The story of Passover is one which always has had special resonance to Americans, both Jewish and not. There is a reason why that most American of icons, the late Charlton Heston, portrays him in the universally known film. How could the story of a people coming out of bondage to an autocratic king, into a new land (which the people would cleanse of its prior inhabitants, while making heavenly excuses for their behavior), finally their own free nation, yet with a new and heavy obligation to live their new lives in accord with a higher purpose not resonate in the American psyche?
It is because of this that the service performed at Passover has such meaning. Because the sin that had to be committed to give us this gift, this opportunity to live in prosperity and freedom, is not a secret to us. It is spoken of by the prophet Isaiah:
Yet He also is wise, and bringeth evil, and doth not call back His words; but will arise against the house of the evil-doers, and against the help of them that work iniquity.
The age-old question of why God allows for bad things to happen to good people has long been answered: God brings the evil intentionally but with wisdom, placing in the souls of humanity the opportunity to redeem themselves against it. As Isaiah says, “He will deliver it as He protecteth it, He will rescue it as He passeth over.”

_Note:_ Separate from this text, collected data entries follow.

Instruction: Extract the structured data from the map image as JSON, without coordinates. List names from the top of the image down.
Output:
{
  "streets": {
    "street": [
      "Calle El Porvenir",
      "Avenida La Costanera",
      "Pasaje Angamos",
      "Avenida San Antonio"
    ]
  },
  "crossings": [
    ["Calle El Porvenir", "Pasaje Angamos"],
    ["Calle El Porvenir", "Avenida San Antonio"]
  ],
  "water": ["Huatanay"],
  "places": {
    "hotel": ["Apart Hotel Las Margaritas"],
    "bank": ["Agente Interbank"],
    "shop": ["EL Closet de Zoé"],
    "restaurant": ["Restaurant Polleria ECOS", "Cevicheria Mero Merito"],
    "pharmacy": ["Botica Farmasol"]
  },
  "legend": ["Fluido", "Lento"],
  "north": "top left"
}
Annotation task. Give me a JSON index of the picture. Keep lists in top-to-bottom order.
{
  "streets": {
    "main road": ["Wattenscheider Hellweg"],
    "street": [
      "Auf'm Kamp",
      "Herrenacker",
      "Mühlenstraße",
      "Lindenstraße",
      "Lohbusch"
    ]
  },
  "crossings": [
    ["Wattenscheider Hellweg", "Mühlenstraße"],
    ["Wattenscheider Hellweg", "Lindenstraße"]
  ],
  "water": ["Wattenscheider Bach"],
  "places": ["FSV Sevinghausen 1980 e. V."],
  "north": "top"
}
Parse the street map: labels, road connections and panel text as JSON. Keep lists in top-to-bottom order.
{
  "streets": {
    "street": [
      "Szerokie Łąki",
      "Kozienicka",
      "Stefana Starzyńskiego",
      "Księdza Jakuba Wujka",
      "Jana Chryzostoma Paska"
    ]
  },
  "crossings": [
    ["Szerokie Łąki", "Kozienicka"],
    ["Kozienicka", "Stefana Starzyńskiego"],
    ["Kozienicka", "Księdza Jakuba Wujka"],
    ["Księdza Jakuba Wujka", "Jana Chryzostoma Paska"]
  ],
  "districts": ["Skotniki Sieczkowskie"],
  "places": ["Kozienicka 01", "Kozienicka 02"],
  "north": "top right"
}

It is understood by all, Jew and gentile, the believers and the non-believers, that it took great sin, horrific evil, to bring us here. The purpose of the Passover is to remind us to give service to that wrong, to redeem it, and the sacrifice of those who were killed to grant us the freedom we have and enjoy, the opportunity to do good which they are denied.
What Isaiah is telling us that we are obligated to be the ones we have been waiting for.
I say this not to suggest that Isaiah endorses the candidacy of Barack Obama, or that there are religious implications to any of this at all (although it is a credit to the time Obama spent in the pew that he understands the basic calling placed upon Israel by God). I say this because the service of Passover is upon us, and rarely has its import to all Americans been more clear. Today, the great sins that are upon us are not mostly in our past. Today, the sins of torture, of war, of poverty, of the profanement of the land, of disobedience of the law, and of the obligation placed upon us as free people are terrifyingly immediate.
The service of Passover reminds us that it matters not that we were not ever the slaves who gained freedom. It reminds us that but not for the sins committed to free us, we would be slaves. And that we must give thanks for that, but also that we must honor that through our actions.
I am grateful to be free. I treasure that freedom, for it is a treasure. I honor the sacrifice and the sin which was required to allow me to be here, where I am, a free man. Tonight is not different from other nights, in that respect: each and every night, I am so fortunate to eat and drink and be free. But I give service to the fact that others are not; not my ancestors, not the dead whose progeny no longer walk the earth, not those hemmed in by barbed wire in the land of Abraham, nor those imprisoned by our armies in the land where Abraham was born. But tonight, I will reaffirm my service to the wrongs which have brought me to this moment.
I will again vow to do my part to redeem that sin.